Use adaptive quiz-based learning to study this topic faster and more effectively.

# Data analysis

## Mean

Information in large data sets can be summarised by statistical indicators, such as the mean, the median and the standard deviation.

The mean is the most common indicator. The mean can only be calculated for numerical values.

You can compute the mean of the height of your friends but not of their favourite colour.

The mean is the sum of the values divided by their number.

$$\Torange{\text{Mean}} = \frac{\Tblue{\text{Sum of values}}}{\Tred{\text{Number of values}}}$$

The mean for the data $\Tblue{1}$, $\Tblue{2}$, $\Tblue{2}$, $\Tblue{2}$, $\Tblue{3}$, $\Tblue{4}$, $\Tblue{5}$, $\Tblue{5}$ is $$\Torange{\text{Mean}} = \frac{\Tblue{1} + \Tblue{2} +\Tblue{2} + \Tblue{2} + \Tblue{3} + \Tblue{4} + \Tblue{5} + \Tblue{5}}{\Tred{8}} = \frac{\Tblue{24}}{\Tred{8}} = \Torange{3}$$

The symbol for the mean of data $x$ is $\Torange{\bar{x}}$.

Using the frequency $\Tred{f}$ of the data, the formula becomes $$\Torange{\bar{x}} = \frac{\sum \Tred{f}\Tblue{x}}{\sum \Tred{f}}.$$

The table of frequency for the data above is as follows:

 Data Frequency $\Tblue{1}$ $\Tblue{2}$ $\Tblue{3}$ $\Tblue{4}$ $\Tblue{5}$ $\Tred{1}$ $\Tred{3}$ $\Tred{1}$ $\Tred{1}$ $\Tred{2}$

The computation of the mean becomes $$\Torange{\text{Mean}} = \frac{\Tred{1}\times\Tblue{1} + \Tred{3}\times \Tblue{2} + \Tred{1}\times\Tblue{3}+ \Tred{1}\times\Tblue{4}+ \Tred{2}\times\Tblue{5}}{\Tred{1}+\Tred{3}+\Tred{1}+\Tred{1}+\Tred{2}} = \frac{\Tblue{24}}{\Tred{8}} = \Torange{3}$$

The mean is the average value of a data set.

## Median and mode

The mean is the most common indicator of central tendency for a dataset.
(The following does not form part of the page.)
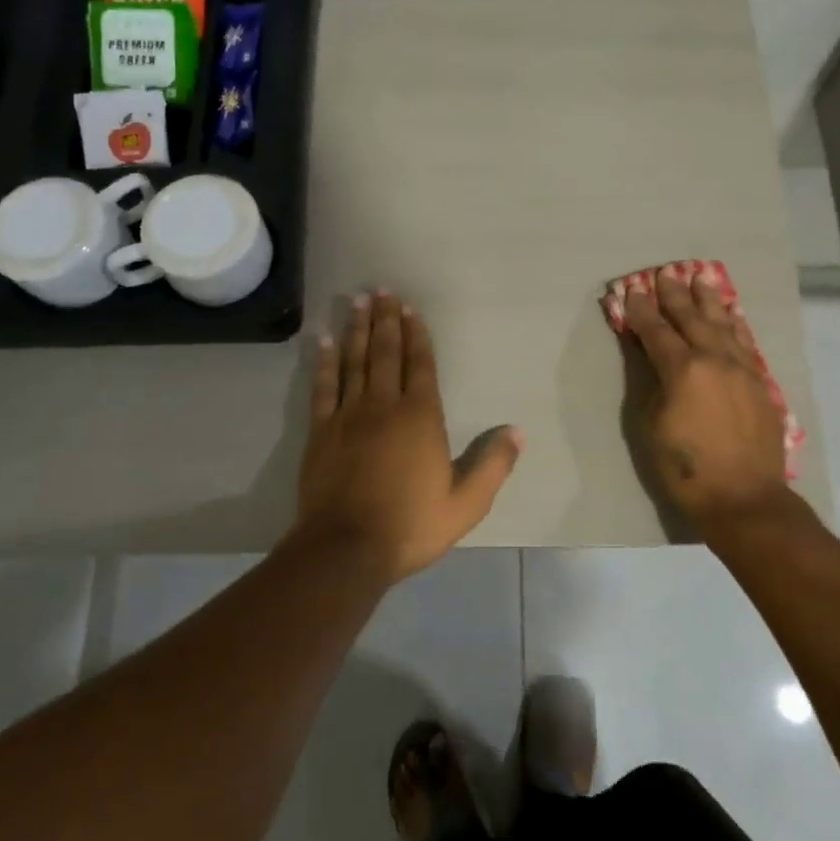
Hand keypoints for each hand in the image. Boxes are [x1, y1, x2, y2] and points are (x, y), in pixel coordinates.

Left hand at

But other indicators are useful too.

The median is the most representative item. Half of the values in a data set are higher than the median and half of the values are lower.
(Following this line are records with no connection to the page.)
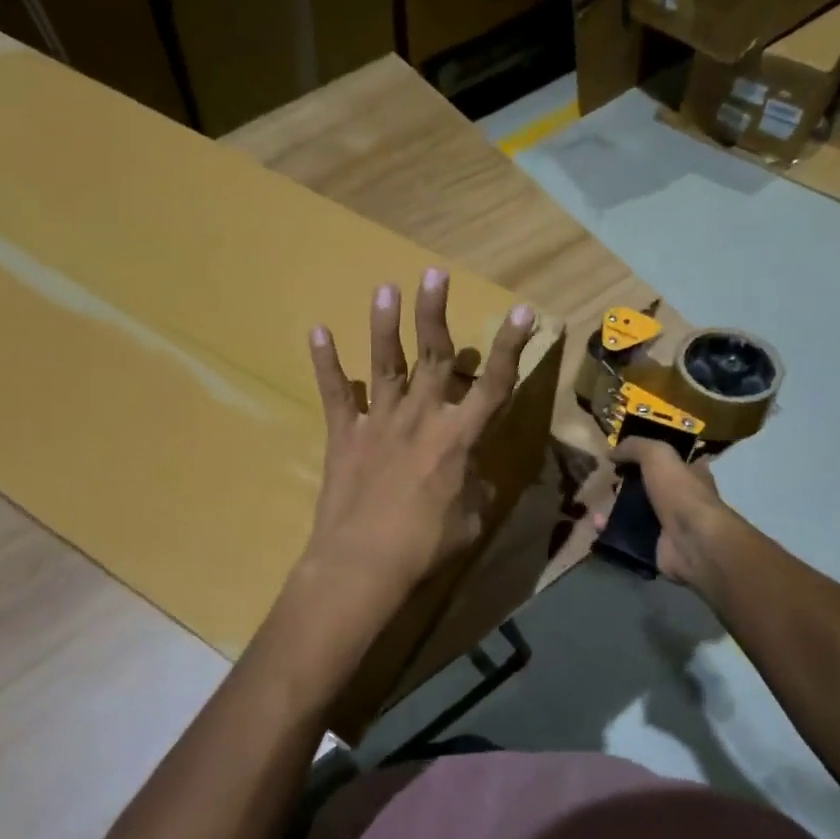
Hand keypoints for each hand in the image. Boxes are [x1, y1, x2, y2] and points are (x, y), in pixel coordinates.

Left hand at [301, 268, 535, 611]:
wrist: (363, 564)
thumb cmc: (426, 547)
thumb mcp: (471, 522)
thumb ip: (478, 490)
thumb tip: (480, 477)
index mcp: (460, 437)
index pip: (494, 384)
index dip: (510, 347)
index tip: (522, 313)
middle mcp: (422, 417)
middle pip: (435, 355)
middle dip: (436, 312)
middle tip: (434, 274)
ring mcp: (379, 422)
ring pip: (386, 363)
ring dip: (385, 324)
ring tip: (385, 287)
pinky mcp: (344, 435)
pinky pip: (335, 394)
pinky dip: (325, 363)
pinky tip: (317, 331)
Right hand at [593, 438, 732, 589]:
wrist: (692, 542)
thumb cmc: (680, 492)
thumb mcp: (658, 455)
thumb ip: (635, 447)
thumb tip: (611, 451)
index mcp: (691, 474)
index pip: (671, 460)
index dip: (649, 455)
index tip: (623, 454)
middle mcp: (683, 498)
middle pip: (650, 486)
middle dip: (627, 482)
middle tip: (604, 477)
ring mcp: (669, 525)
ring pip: (636, 511)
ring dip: (615, 506)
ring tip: (594, 498)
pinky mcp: (655, 546)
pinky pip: (627, 535)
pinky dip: (611, 529)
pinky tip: (596, 522)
• The median is the middle value of an ordered data set when the number of values is odd.

The median for the data set $\Tblue{1}$, $\Tblue{2}$, $\Tblue{5}$ is $\Tbrown{2}$.

• The median is the mean of the two values in the middle of an ordered data set when the number of values in the data set is even.

The median for the data set $\Tblue{1}$, $\Tblue{2}$, $\Tblue{3}$, $\Tblue{5}$ is $\Tbrown{2.5} = (\Tblue{2} + \Tblue{3})/2$.

Like the mean, the median is defined only for numerical data.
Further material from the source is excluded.